Spanish poet; born toward the end of the thirteenth century at Carrion de los Condes, a town in Castile, whence his cognomen. He lived in the reigns of Alfonso XI. and his son and successor Pedro, with both of whom he was in high favor. The "Doctrina Christiana" and "Danza General en Que Entram Todos los Estados de Gente," contained in the same manuscript with a collection of his poems, have long been falsely ascribed to him.

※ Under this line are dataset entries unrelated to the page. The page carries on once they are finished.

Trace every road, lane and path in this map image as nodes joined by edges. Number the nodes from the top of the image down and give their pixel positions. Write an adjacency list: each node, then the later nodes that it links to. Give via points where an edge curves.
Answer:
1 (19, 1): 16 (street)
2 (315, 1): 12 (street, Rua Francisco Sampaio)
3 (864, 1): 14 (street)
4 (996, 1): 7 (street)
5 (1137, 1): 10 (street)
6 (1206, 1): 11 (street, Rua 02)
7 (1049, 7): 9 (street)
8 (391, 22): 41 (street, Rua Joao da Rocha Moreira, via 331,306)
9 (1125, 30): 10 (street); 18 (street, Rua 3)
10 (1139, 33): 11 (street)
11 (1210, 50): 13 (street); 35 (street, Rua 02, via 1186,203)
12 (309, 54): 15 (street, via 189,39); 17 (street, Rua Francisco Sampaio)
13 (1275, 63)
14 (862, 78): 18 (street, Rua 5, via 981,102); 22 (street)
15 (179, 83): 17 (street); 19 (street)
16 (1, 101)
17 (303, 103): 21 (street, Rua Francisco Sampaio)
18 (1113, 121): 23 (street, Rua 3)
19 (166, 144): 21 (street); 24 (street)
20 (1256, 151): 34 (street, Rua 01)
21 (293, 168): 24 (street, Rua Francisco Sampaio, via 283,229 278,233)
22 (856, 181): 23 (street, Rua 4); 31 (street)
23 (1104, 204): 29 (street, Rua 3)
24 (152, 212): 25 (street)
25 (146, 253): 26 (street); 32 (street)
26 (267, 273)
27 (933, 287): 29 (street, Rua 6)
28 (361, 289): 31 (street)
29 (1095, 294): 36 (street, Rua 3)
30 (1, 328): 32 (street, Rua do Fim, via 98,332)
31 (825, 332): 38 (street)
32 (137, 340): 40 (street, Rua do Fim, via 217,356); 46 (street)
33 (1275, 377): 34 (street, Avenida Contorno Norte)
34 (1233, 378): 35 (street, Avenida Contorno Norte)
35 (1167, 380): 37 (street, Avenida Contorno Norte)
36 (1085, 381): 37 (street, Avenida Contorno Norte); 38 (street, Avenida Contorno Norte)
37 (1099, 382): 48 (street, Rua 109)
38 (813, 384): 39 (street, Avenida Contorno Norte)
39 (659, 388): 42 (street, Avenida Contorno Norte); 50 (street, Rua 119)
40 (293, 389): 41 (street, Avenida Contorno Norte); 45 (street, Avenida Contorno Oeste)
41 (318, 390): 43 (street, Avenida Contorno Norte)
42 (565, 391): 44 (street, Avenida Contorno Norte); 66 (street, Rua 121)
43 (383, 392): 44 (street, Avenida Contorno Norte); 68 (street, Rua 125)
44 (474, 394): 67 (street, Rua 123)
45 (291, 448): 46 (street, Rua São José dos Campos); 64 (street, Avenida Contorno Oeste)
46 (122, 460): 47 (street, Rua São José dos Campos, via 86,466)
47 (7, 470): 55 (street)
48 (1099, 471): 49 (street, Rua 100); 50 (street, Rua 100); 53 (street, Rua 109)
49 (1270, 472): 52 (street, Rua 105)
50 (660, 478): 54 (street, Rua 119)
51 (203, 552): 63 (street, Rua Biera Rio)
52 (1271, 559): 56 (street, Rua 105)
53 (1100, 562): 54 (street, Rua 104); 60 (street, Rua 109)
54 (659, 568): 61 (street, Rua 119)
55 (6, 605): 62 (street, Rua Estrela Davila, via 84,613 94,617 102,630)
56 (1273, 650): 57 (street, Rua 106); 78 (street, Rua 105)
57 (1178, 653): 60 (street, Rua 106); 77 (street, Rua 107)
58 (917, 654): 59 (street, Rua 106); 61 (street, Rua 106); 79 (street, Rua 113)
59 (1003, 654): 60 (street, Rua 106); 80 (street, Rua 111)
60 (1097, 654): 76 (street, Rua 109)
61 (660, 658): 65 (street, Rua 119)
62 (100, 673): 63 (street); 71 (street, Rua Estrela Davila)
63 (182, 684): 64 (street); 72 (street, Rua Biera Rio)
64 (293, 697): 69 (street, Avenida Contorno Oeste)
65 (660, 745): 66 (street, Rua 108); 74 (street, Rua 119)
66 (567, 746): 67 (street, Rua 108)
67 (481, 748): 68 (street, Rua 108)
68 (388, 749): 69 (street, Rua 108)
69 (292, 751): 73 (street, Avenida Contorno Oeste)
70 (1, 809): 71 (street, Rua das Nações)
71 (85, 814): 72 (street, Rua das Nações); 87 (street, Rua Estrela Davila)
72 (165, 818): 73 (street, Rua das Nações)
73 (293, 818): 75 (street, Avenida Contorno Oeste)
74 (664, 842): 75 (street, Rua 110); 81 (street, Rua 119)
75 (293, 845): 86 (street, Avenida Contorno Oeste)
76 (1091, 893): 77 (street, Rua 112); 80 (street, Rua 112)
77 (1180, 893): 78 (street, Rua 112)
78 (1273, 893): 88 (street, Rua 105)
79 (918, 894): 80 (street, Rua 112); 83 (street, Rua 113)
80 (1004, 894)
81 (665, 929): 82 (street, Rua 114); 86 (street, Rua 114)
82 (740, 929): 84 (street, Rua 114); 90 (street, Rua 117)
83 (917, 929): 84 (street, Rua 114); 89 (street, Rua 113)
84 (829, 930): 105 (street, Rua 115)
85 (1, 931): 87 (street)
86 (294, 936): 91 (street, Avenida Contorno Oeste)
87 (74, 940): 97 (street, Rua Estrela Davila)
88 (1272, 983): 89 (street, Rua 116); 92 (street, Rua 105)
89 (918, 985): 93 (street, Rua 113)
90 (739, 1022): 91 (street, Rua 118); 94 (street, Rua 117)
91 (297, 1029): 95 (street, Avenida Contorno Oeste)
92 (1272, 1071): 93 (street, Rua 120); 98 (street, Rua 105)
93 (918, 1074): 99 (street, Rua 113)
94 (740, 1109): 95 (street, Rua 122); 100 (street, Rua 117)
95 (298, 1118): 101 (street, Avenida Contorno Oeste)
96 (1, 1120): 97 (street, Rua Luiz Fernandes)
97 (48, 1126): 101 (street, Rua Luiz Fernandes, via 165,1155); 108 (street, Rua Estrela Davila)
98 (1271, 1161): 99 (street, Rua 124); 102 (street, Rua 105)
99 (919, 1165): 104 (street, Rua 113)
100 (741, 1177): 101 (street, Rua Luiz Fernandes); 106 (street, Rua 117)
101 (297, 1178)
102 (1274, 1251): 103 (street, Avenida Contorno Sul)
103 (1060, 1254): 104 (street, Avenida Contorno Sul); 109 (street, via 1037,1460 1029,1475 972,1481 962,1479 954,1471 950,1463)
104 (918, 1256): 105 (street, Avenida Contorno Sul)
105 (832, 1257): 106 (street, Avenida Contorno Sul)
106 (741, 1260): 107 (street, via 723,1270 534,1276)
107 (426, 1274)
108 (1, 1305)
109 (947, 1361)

Santob wrote "Consejos y Documentos del Rabbi Don Santo al Rey D. Pedro" or "Proverbios Morales," of which two manuscripts are in existence, one in the Escorial and the other in the National Library, Madrid. The proverbs as found in the two manuscripts are alike in content, but differ in wording; the latter consisting of 627, the former of 686, "coplas." The manuscript of the National Library was copied by Ticknor in his "History of Spanish Literature" (iii. 422-436, London, 1855). The Escorial manuscript was published for the first time, with a collation of the Madrid text and under the title "Proverbios Morales del Rabbi Don Sem Tob," in "Biblioteca de Autores Españoles" (lviii. 331-372, Madrid, 1864). Several verses have been translated into German by Kayserling in his "Sephardim" and by J. Fastenrath in his "Immortellen aus Toledo" (Leipsic, 1869). The "Consejos" or "Proverbios Morales," the composition of which the author began under King Alfonso, and which he afterward combined and dedicated to King Pedro (1357-60), begin as follows:
"Sennor Rey, noble, alto, Oy este sermon Que vyene desyr Santob Judio de Carrion."
Though without much coherence, the works of Santob are remarkable for the epigrammatic precision and vivacity of their style. The author based some of his apothegms on his own views on life, and others he took from the Proverbs of Solomon, Ecclesiastes, Pirḳe Abot, the Talmud, and from the works of the Spanish-Moorish period, e.g. , Ibn Gabirol's "Mibḥar ha-Peninim."